We selected and ranked each platform on four criteria that matter when you are trying to centralize operations:
- End-to-end workflow coverage from lead to fulfillment to paid invoice
- Pricing transparency so you can budget without a sales call
- Usability and integrations that fit a small-to-mid-size or growing team
- Suitability by operating model, whether you run high-volume events, meal prep, or a restaurant with a catering arm
TL;DR
Short on time? Here is the quick read on the best catering business software for 2026.
- Best overall all-in-one platform: CaterZen, for operators who want sales, ordering, and operations in one hub.
- Best for quote-to-payment workflows: Total Party Planner, built by caterers for the full event lifecycle.
- Best for high-volume event management: Caterease, with a mature tiered system and company-wide coverage.
- Best catering software for small business: Better Cater, affordable and mobile-friendly for lean teams.
- Best for menu costing and margin tracking: Puree, for caterers who obsess over food cost and profitability.
- Best for meal prep and production: GoPrep, for kitchens running subscriptions and weekly production.
- Best for payment and cash flow ecosystem: Square, for teams that want payments and POS in one platform.
What is catering software?
Catering software is an end-to-end operational system that manages the full catering workflow, from lead capture and quoting through scheduling, food production, staffing, invoicing, payments, and reporting, in a single platform.
A modern catering management system replaces the spreadsheet-and-email stack most operators start with. Instead of copying data between tools, you run one connected flow. The core capabilities to expect from any serious platform:
- Lead and CRM management: capture inquiries, track prospects, and manage the pipeline. Strong tools double as a functional catering CRM so you are not running sales in a separate system.
- Proposals and quotes: build a proposal and quote workflow that turns an inquiry into a priced, client-ready document with online acceptance.
- BEOs and event documents: generate banquet event orders, event production docs, and packing lists that stay in sync with the latest changes.
- Staff scheduling: assign servers, cooks, and drivers, and avoid the double-booking that kills events.
- Online ordering: let clients place and pay for orders directly, especially for drop-off and corporate catering.
- Payments and invoicing: move from quote to deposit to final invoice without leaving the system.
- Reporting: track kitchen production reports, cash flow, labor, and margin so you can make weekly decisions.
- Integrations: connect to accounting, payments, and calendar tools so data flows across your stack.
Event catering applications make up 38.6% of global catering software usage in 2024, per Strategic Market Research (2024), which tells you how central event workflows are to the category. If events are the core of your business, weigh event marketing software alongside your operational choice.

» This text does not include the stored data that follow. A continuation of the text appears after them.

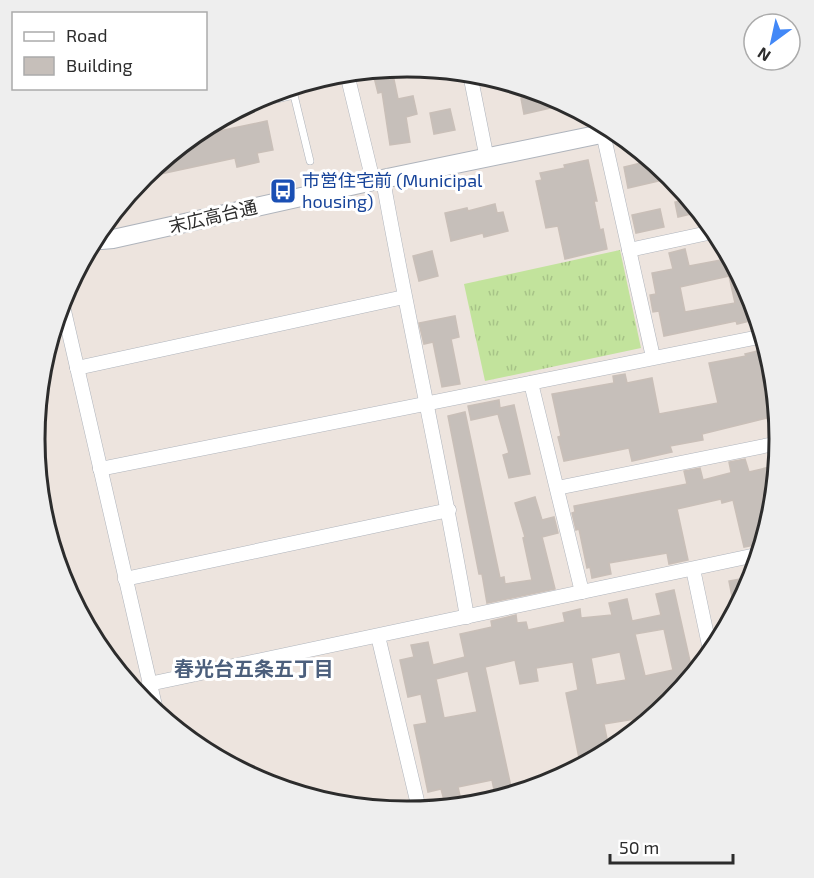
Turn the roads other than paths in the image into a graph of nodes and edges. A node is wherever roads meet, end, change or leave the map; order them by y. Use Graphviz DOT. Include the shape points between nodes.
graph roads {
  1 [pos="349,82"];
  2 [pos="472,83"];
  3 [pos="294,95"];
  4 [pos="601,134"];
  5 [pos="606,137"];
  6 [pos="487,159"];
  7 [pos="310,161"];
  8 [pos="378,180"];
  9 [pos="705,234"];
  10 [pos="105,240"];
  11 [pos="630,250"];
  12 [pos="404,297"];
  13 [pos="66,319"];
  14 [pos="754,337"];
  15 [pos="653,357"];
  16 [pos="77,368"];
  17 [pos="531,383"];
  18 [pos="426,404"];
  19 [pos="769,444"];
  20 [pos="100,469"];
  21 [pos="557,488"];
  22 [pos="449,510"];
  23 [pos="749,556"];
  24 [pos="693,569"];
  25 [pos="125,579"];
  26 [pos="582,592"];
  27 [pos="467,617"];
  28 [pos="378,636"];
  29 [pos="708,640"];
  30 [pos="149,684"];
  31 [pos="152,696"];
  32 [pos="417,801"];
  1 -- 8 [label="street"];
  2 -- 6 [label="street"];
  3 -- 7 [label="lane"];
  4 -- 6 [label="street, 末広高台通"];
  5 -- 11 [label="street"];
  6 -- 8 [label="street, 末広高台通"];
  8 -- 10 [label="street, 末広高台通"];
  8 -- 12 [label="street"];
  9 -- 11 [label="street"];
  11 -- 15 [label="street"];
  12 -- 16 [label="street"];
  12 -- 18 [label="street"];
  13 -- 16 [label="street"];
  14 -- 15 [label="street"];
  15 -- 17 [label="street"];
  16 -- 20 [label="street"];
  17 -- 18 [label="street"];
  17 -- 21 [label="street"];
  18 -- 20 [label="street"];
  18 -- 22 [label="street"];
  19 -- 21 [label="street"];
  20 -- 25 [label="street"];
  21 -- 26 [label="street"];
  22 -- 25 [label="street"];
  22 -- 27 [label="street"];
  23 -- 24 [label="street"];
  24 -- 26 [label="street"];
  24 -- 29 [label="street"];
  25 -- 30 [label="street"];
  26 -- 27 [label="street"];
  27 -- 28 [label="street"];
  28 -- 30 [label="street"];
  28 -- 32 [label="street"];
  30 -- 31 [label="street"];
}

When to use catering software
Not every operation needs to switch tomorrow. Here is when the move pays off.
When spreadsheets cause quote and scheduling errors
If you have sent the wrong price, lost a change request in an email thread, or double-booked staff, the cost is no longer just annoyance. It is lost revenue and damaged referrals. Online catering software enforces one version of the truth, so the quote your client sees matches the BEO your kitchen prints and the schedule your team works.
When you need one system from lead to fulfillment
Founders and operators who want repeatability over heroics need a single flow. Catering event management software connects the lead, the proposal, the deposit, the production doc, the staffing plan, and the final invoice. When those live in one place, any team member can pick up an event without reconstructing it from scattered notes.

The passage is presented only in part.